Boston — ''The word visitation isn't in my vocabulary. I'm not a visitor. I'm a father.''
So goes the rallying cry for a growing network of divorced fathers seeking to share custody of their children with their former wives.
Since the early 1970s some 200 fathers'-rights groups, with 10,000 members, have sprung up in the United States, Europe, and Australia to strike down what they feel are inequitable custody laws and to shake up stereotyped notions about men - particularly fathers.
Many of these small 5- to 450-member groups, says one member, ''don't have dime one'' and aren't listed in the telephone book.
But the groups, at least in the US, which include Fathers United for Equal Rights, Divorced Dads, and Father's and Children's Equality (FACE), are growing increasingly vocal - and effective.
Since 1978, 24 states have passed new or revised joint-custody legislation - nine in the last year alone, says Doris Jonas Freed, a matrimonial lawyer in New York City, who attributes this in part to lobbying by fathers'-rights groups. Such legislation is ''sweeping the country,'' says David Eagle, a member of Texas Fathers for Equal Rights, despite governors' vetoes of proposals in New York and Massachusetts.
Many group members contend the custom of awarding sole custody to the mother makes a father a ''nonparent'' - with no rights, only an obligation to pay child support. By contrast, a joint-custody arrangement might allow parents to have the children on alternating weeks, although infinite variations are possible.
''Fathers are no longer satisfied to become 'zoo fathers,' '' says Dr. Freed. ''They want a share in helping raise their children.'' Adds John Rossler, vice-president of Equal Rights for Fathers of New York State: ''Men are discouraged subtly and overtly from seeking custody. Their lawyers tell them they can't get it.''
One of the services many of the groups provide members is a list of sympathetic, informed lawyers. Texas Fathers for Equal Rights holds seminars to educate lawyers, judges, and social workers about the benefits of joint custody to all parties.
Dr. Freed says that ''co-parenting,''as she puts it, is the best option for everybody: ''The child has the right to have nurturing, training, and love from both parents.'' The father, she says, can legally continue his involvement with the child on more than just a financial level.

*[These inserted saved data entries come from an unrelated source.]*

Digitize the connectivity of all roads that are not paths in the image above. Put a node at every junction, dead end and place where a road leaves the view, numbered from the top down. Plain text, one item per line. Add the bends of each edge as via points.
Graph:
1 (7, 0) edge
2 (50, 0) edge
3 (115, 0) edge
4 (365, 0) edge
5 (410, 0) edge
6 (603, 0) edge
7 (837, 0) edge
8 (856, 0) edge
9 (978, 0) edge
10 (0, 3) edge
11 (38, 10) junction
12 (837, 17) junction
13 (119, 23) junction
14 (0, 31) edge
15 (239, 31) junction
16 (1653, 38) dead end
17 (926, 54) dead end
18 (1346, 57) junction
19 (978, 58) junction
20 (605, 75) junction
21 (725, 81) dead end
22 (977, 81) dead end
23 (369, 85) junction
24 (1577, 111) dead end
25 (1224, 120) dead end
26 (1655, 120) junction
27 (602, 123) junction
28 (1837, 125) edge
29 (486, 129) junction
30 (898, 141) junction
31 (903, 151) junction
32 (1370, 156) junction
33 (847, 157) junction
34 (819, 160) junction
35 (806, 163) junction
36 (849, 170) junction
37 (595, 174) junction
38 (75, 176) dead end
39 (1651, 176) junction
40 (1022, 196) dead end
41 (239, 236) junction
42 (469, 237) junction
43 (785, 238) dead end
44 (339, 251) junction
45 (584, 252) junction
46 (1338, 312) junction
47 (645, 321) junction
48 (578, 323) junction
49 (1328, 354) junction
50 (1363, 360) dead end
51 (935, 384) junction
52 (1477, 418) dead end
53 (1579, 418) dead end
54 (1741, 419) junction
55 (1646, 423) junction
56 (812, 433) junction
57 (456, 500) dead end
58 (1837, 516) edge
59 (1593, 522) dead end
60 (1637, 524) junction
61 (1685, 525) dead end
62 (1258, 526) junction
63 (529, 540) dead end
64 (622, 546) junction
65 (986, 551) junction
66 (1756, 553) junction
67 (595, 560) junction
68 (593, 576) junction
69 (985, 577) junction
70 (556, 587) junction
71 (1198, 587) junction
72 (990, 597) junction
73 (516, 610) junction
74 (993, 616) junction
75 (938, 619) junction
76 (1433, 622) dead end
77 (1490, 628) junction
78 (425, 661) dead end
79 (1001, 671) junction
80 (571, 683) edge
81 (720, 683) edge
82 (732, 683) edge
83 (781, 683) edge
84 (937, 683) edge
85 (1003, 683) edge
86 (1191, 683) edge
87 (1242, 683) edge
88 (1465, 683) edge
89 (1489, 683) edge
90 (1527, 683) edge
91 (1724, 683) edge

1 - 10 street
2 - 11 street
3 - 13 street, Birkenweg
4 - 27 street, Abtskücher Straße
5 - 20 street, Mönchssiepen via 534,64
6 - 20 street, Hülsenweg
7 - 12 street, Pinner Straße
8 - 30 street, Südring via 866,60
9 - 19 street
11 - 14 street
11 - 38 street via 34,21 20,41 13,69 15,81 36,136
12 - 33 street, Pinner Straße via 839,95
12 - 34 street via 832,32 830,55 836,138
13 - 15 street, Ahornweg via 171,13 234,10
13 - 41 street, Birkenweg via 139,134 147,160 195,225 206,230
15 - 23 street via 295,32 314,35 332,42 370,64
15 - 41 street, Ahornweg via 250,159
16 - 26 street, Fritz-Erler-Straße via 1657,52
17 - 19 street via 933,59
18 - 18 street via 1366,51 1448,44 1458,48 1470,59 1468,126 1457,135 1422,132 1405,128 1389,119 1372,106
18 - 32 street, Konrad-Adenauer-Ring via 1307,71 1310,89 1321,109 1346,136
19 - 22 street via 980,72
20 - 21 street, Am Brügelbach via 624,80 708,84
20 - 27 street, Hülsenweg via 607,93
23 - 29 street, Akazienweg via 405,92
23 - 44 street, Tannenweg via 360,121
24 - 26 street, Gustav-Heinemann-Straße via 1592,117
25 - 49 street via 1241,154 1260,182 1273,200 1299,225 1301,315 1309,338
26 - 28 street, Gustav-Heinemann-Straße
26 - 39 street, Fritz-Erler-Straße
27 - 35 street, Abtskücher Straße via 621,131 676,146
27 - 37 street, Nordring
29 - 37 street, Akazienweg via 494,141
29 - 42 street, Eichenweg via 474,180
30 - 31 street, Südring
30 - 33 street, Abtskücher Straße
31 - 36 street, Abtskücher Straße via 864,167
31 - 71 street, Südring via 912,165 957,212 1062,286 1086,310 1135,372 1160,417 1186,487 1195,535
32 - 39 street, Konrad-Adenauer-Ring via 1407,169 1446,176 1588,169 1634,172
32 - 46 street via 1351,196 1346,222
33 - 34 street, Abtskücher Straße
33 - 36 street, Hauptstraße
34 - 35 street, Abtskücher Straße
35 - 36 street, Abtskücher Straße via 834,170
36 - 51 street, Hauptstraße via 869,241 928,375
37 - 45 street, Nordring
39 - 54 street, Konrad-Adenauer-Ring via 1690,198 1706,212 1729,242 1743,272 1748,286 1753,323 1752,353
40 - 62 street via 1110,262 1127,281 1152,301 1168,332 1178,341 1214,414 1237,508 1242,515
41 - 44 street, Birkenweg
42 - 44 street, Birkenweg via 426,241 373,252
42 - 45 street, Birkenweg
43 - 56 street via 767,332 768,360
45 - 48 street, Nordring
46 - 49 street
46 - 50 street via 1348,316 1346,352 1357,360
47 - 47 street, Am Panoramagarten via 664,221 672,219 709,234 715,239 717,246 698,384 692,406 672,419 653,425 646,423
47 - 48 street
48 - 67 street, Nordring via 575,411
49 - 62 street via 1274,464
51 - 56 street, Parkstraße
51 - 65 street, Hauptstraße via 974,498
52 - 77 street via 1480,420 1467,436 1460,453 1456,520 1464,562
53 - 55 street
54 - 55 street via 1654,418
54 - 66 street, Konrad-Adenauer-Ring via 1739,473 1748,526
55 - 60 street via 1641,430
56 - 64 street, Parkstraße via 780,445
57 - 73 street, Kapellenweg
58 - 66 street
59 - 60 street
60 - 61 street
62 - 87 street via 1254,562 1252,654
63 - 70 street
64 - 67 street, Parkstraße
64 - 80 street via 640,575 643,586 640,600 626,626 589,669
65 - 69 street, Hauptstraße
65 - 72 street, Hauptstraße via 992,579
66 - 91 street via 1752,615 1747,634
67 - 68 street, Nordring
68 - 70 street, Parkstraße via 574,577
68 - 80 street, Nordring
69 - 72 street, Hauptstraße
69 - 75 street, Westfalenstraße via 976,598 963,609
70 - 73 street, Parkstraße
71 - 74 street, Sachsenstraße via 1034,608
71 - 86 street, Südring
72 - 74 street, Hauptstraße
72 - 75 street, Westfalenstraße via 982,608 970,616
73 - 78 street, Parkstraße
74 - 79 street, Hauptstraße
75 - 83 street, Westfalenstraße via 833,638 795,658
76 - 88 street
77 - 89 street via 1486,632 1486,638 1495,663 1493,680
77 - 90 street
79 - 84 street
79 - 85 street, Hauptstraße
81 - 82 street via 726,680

And it frees mothers, 54 percent of whom are working or looking for work, from raising the child alone.
Also, says Mr. Eagle, lack of enforcement of visitation rights is a ''massive problem'' around the country. Judges increasingly are cracking down on men who fail to make child-support payments but are much more lenient toward mothers who break court-established visitation agreements. Some states, however, are starting to suspend alimony and sometimes child custody payments for ex-wives who don't honor the agreement.
Counseling is a vital service of fathers' groups, says James Cook, president of the National Congress for Men. ''Men traditionally envision themselves as taking care of their emotional problems alone. It helps the fathers to realize they're not the only ones going through this.''
Some of these groups have women members or auxiliaries. It ''gives us a broader perspective,'' says a member of Fathers United for Equal Rights. The National Congress for Men voted to ''fully support'' the ERA, and the keynote speaker for its coming annual meeting in Detroit is former National Organization for Women president Karen DeCrow, who supports joint custody.

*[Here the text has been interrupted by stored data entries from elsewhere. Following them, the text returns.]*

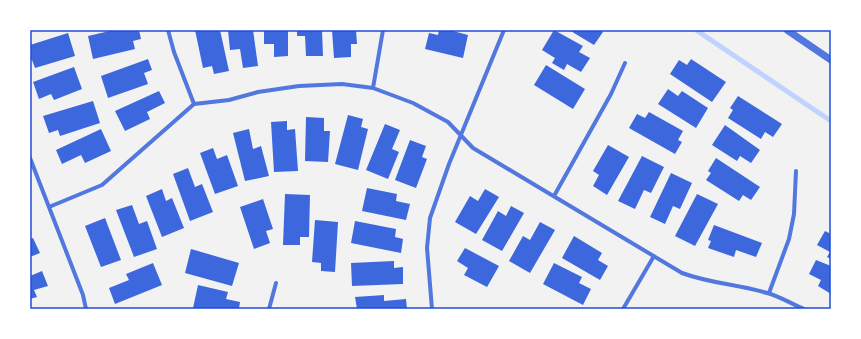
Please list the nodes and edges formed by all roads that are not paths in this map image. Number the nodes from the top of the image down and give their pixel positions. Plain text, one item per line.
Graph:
1 (168, 30) edge
2 (383, 30) edge
3 (504, 30) edge
4 (787, 30) edge
5 (831, 60) edge
6 (625, 63) dead end
7 (373, 88) junction
8 (194, 104) junction
9 (461, 135) junction
10 (30, 158) edge
11 (796, 171) dead end
12 (554, 196) junction
13 (50, 207) junction
14 (654, 256) junction
15 (276, 283) dead end
16 (768, 293) junction
17 (86, 309) edge
18 (269, 309) edge
19 (432, 309) edge
20 (623, 309) edge
21 (804, 309) edge

1 - 8 street
2 - 7 street
3 - 9 street
4 - 5 street
6 - 12 street
7 - 8 street
7 - 9 street
8 - 13 street
9 - 12 street
9 - 19 street
10 - 13 street
11 - 16 street
12 - 14 street
13 - 17 street
14 - 16 street
14 - 20 street
15 - 18 street
16 - 21 street

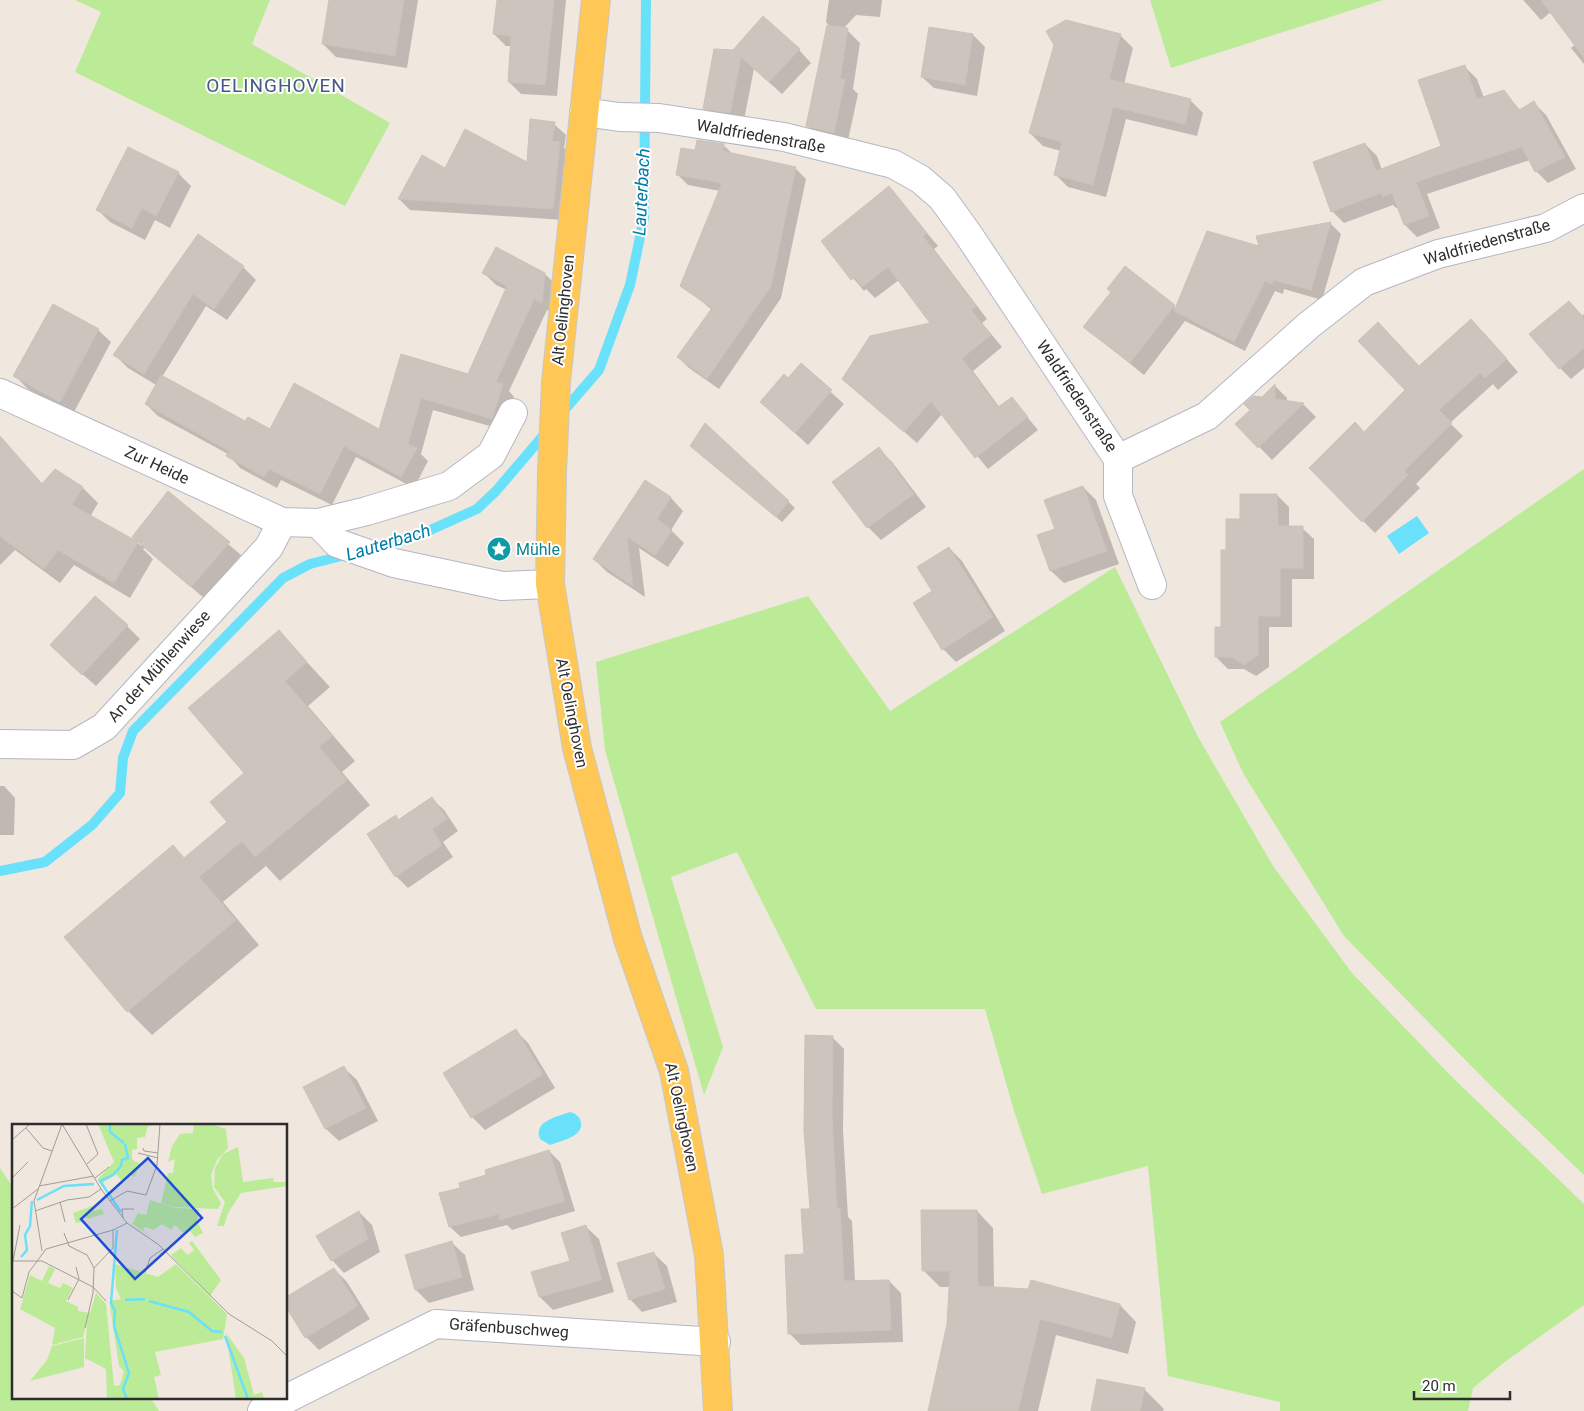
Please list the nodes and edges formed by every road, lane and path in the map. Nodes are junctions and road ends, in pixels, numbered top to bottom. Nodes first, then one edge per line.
1 (596, 0) edge
2 (584, 112) junction
3 (1584, 208) edge
4 (0, 393) edge
5 (513, 413) dead end
6 (1118, 459) junction
7 (282, 522) junction
8 (318, 523) junction
9 (550, 584) junction
10 (1152, 585) dead end
11 (0, 744) edge
12 (716, 1342) junction
13 (262, 1411) edge
14 (718, 1411) edge

1 - 2 main road, Alt Oelinghoven
2 - 6 street, Waldfriedenstraße
2 - 9 main road, Alt Oelinghoven
3 - 6 street, Waldfriedenstraße
4 - 7 street, Zur Heide
5 - 8 street, Zur Heide
6 - 10 street
7 - 8 street, Zur Heide
7 - 11 street, An der Mühlenwiese
8 - 9 street
9 - 12 main road, Alt Oelinghoven
12 - 13 street, Gräfenbuschweg
12 - 14 main road, Alt Oelinghoven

Some feminist groups do not support joint custody. The New York chapter of NOW, says Virginia Cornue, executive director, lobbied against the joint-custody bill later vetoed by Gov. Hugh Carey because it ''mandated joint custody by the judge,'' rather than allowing free choice by both parents. One spokeswoman mentions such problems as confusion for the children and the expense of maintaining two homes.
Nevertheless, the challenges can be worth it, says one father in Texas, who spent $50,000 between he and his ex-wife for the right to share custody. ''It's wonderful to be a 100 percent legal father,'' he says.